20 junho 2014

Opinião: Nunca me Encontrarão (Robert Wilson)

Nunca me Encontrarão by Robert Wilson
Editora: Dom Quixote (2014)
Formato: Capa mole | 428 páginas
Géneros: Mistério/thriller
Descrição: "Charles Boxer arruinou a sua vida familiar. Primeiro o exército, depois a polícia, seguindo-se missões de alto risco de resgate de vítimas de rapto. A ex-mulher e a filha aprenderam a viver sem ele à medida que o seu trabalho o foi levando a lugares de onde nenhum homem regressa ileso.
A tentativa de reconstruir um relacionamento com Amy, a sua filha adolescente, não tem sido fácil. Mas Boxer só percebe a que ponto as coisas chegaram quando Amy desaparece, provocando os pais com as últimas palavras do seu bilhete: «NUNCA ME ENCONTRARÃO.» 
Porque não querem receber as notícias que todos os pais temem, Charles Boxer e Mercy Danquah aceitam o desafio. No entanto, depois de ter passado anos a localizar vítimas de rapto, Boxer sabe que, às vezes, o desaparecido não quer ser encontrado. E conhece o inferno que isto traz para as famílias – não está vivo nem morto, simplesmente desapareceu. Agora que o perigo lhe bateu à porta tem que desvendar o caso mais difícil em que alguma vez trabalhou."
Ultimamente até tenho tido alguma sorte com livros de mistério/thriller. Tenho lido alguns que nem são maus de todo, mas infelizmente calha-me um ou outro que me faz perder a confiança no género (como estou sempre a dizer, nunca foi um género que me atraísse particularmente).

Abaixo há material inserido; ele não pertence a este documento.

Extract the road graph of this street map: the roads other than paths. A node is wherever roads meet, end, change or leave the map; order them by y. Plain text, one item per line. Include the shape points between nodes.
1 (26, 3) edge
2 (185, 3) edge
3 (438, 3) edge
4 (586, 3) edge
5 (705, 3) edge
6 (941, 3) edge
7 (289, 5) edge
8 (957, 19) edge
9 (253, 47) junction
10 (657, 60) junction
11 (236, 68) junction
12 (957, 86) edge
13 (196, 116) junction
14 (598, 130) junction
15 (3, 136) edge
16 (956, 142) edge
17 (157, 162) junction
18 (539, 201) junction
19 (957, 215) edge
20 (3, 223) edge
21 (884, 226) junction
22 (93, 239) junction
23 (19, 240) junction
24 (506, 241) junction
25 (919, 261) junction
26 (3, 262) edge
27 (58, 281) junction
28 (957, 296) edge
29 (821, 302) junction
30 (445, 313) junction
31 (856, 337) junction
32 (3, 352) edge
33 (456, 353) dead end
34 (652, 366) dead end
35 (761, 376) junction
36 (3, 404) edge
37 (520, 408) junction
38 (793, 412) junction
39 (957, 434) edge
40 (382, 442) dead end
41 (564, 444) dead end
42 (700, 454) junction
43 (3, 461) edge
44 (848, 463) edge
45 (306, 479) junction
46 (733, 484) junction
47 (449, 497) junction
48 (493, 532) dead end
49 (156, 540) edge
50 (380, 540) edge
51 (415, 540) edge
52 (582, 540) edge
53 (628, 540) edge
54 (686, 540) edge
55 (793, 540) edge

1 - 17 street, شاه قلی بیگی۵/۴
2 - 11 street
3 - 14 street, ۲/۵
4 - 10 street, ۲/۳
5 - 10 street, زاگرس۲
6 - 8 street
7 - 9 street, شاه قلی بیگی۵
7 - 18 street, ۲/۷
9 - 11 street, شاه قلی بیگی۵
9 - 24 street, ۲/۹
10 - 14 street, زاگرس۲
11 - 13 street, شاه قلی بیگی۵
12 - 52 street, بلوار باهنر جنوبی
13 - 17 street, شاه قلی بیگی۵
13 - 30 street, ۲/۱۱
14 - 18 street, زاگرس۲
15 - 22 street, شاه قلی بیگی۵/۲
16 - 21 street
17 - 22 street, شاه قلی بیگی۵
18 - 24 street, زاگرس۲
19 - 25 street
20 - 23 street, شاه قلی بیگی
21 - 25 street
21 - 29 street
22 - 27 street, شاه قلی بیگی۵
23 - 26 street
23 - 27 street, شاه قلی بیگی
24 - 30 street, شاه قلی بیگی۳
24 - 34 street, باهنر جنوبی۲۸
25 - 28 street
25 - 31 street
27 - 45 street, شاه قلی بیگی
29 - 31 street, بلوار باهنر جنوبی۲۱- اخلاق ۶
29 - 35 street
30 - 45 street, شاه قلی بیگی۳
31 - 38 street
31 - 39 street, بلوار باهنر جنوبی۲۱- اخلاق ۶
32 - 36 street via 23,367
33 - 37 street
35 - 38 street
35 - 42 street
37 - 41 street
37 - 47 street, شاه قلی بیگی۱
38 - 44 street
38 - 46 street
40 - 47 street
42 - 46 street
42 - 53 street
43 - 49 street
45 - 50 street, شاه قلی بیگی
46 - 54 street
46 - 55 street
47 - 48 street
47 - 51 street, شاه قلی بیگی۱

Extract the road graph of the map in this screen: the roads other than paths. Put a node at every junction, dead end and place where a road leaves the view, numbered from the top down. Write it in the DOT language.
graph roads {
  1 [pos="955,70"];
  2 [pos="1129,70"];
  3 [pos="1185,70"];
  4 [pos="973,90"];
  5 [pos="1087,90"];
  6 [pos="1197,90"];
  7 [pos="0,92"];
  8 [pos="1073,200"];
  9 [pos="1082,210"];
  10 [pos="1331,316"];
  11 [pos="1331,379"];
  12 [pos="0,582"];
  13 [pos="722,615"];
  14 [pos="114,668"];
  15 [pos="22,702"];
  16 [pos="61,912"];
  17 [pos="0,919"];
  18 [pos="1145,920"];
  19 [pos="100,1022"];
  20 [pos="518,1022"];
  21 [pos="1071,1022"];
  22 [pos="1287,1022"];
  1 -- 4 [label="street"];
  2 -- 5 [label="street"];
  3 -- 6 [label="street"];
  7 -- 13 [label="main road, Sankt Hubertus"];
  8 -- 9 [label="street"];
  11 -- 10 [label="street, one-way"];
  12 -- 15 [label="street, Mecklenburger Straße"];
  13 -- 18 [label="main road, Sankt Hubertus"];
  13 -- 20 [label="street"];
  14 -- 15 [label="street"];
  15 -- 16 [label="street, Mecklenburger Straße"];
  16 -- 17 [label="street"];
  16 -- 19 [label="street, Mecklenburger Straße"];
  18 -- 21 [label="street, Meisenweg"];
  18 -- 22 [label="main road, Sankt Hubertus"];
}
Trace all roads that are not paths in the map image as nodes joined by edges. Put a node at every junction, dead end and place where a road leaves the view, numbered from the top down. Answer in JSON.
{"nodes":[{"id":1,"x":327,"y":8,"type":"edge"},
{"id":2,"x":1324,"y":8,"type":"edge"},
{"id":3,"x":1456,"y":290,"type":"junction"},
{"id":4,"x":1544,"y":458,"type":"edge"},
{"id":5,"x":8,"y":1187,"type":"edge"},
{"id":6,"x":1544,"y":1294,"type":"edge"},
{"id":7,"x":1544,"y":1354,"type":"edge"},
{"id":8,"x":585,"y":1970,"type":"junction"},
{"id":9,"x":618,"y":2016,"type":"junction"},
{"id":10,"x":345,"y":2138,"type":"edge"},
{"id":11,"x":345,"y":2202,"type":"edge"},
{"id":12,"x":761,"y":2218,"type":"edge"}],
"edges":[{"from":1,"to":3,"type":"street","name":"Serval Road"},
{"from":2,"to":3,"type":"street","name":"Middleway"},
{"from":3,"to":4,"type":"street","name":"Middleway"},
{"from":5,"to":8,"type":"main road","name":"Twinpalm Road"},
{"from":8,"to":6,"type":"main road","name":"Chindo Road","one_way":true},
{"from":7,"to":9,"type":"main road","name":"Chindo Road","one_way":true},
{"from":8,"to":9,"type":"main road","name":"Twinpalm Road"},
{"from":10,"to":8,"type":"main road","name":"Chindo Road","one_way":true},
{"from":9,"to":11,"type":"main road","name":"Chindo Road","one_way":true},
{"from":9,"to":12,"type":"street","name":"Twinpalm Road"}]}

Este livro é um desses. Pura e simplesmente não me consegui ligar a nenhuma das personagens e a premissa fez-me querer bater na Amy, a filha do casal protagonista, por ser tão parva. "Oh, vou fugir de casa porque, tipo, a minha mãe é rígida". Please... grow up.

A história é então a seguinte: Charlie (que parece que já foi protagonista num outro livro) e Mercy estão divorciados e têm uma filha, uma pirralha egoísta que se sente "sufocada" porque não gosta da escola e tipo, a mãe é máááá! Really? Blergh. Por isso a Amy (a miúda) foge de casa e, sendo filha de um especialista independente em raptos (Charlie) e de uma inspetora da unidade especial de raptos na Inglaterra (Mercy) pretende que os pais entrem numa caça aos gambozinos a tentar encontrá-la. Pelo caminho põe toda a gente em perigo.

E depois há um enredo secundário em que Mercy tem de resolver o rapto de um rapaz de 10 anos que pode estar ligado a espiões russos ou algo assim (o rapto, não o rapaz). Este enredo secundário pareceu-me completamente desnecessário uma vez que não tem relação nenhuma com o principal (a não ser o facto de estar a ser investigado por Mercy) e desvia a atenção do leitor da ação relativa à Amy.

Para além de não me ter conseguido ligar às personagens e de achar que a introdução de uma linha de ação secundária foi prejudicial ao desenvolvimento do enredo "principal", pois tiveram ambos quase o mesmo tempo de antena, achei que o mistério foi bastante simplista (não houve grande investigação, foi mais o Charlie a dar porrada a pessoas) e pouco interessante. O desenvolvimento da ação foi irregular.

No geral, um livro pouco interessante para mim, pelo menos. Precisava de mais desenvolvimento das personagens, do enredo do mistério... de tudo. Custou-me um pouco a avançar na leitura em algumas partes porque pura e simplesmente não queria saber o que acontecia. Para além disso algumas das cenas pareceram-me, um pouco, violência gratuita. Talvez tenha começado pelo livro errado de Robert Wilson, mas fiquei com pouca vontade de ler mais. Não houve crescendo de tensão e a ação foi fraquita.